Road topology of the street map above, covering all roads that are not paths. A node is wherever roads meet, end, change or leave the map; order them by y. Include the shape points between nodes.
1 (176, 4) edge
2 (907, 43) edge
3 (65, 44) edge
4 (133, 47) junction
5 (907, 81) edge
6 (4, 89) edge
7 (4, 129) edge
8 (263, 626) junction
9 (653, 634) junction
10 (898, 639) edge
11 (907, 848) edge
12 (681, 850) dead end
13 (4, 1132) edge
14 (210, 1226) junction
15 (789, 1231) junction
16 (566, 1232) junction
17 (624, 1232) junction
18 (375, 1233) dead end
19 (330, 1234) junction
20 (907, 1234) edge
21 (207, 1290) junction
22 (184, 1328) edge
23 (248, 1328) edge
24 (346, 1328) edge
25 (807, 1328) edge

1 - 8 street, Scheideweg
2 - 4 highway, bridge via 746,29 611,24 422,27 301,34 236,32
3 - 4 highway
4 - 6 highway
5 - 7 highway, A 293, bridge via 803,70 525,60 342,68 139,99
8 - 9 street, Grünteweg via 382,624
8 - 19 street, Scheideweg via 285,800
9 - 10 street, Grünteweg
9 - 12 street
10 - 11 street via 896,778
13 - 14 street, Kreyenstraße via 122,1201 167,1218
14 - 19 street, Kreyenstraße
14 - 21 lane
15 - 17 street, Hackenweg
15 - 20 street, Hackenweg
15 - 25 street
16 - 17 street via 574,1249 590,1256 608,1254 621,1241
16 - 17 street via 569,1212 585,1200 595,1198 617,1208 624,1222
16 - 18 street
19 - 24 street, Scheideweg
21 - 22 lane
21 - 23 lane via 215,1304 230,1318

■ Work instruction
From the first line to the last, return the data exactly.

■ Result
Road topology of the street map above, covering all roads that are not paths. A node is wherever roads meet, end, change or leave the map; order them by y. Include the shape points between nodes.
1 (176, 4) edge
2 (907, 43) edge
3 (65, 44) edge
4 (133, 47) junction
5 (907, 81) edge
6 (4, 89) edge
7 (4, 129) edge
8 (263, 626) junction
9 (653, 634) junction
10 (898, 639) edge
11 (907, 848) edge
12 (681, 850) dead end
13 (4, 1132) edge
14 (210, 1226) junction
15 (789, 1231) junction
16 (566, 1232) junction
17 (624, 1232) junction
18 (375, 1233) dead end
19 (330, 1234) junction
20 (907, 1234) edge
21 (207, 1290) junction
22 (184, 1328) edge
23 (248, 1328) edge
24 (346, 1328) edge
25 (807, 1328) edge

1 - 8 street, Scheideweg
2 - 4 highway, bridge via 746,29 611,24 422,27 301,34 236,32
3 - 4 highway
4 - 6 highway
5 - 7 highway, A 293, bridge via 803,70 525,60 342,68 139,99
8 - 9 street, Grünteweg via 382,624
8 - 19 street, Scheideweg via 285,800
9 - 10 street, Grünteweg
9 - 12 street
10 - 11 street via 896,778
13 - 14 street, Kreyenstraße via 122,1201 167,1218
14 - 19 street, Kreyenstraße
14 - 21 lane
15 - 17 street, Hackenweg
15 - 20 street, Hackenweg
15 - 25 street
16 - 17 street via 574,1249 590,1256 608,1254 621,1241
16 - 17 street via 569,1212 585,1200 595,1198 617,1208 624,1222
16 - 18 street
19 - 24 street, Scheideweg
21 - 22 lane
21 - 23 lane via 215,1304 230,1318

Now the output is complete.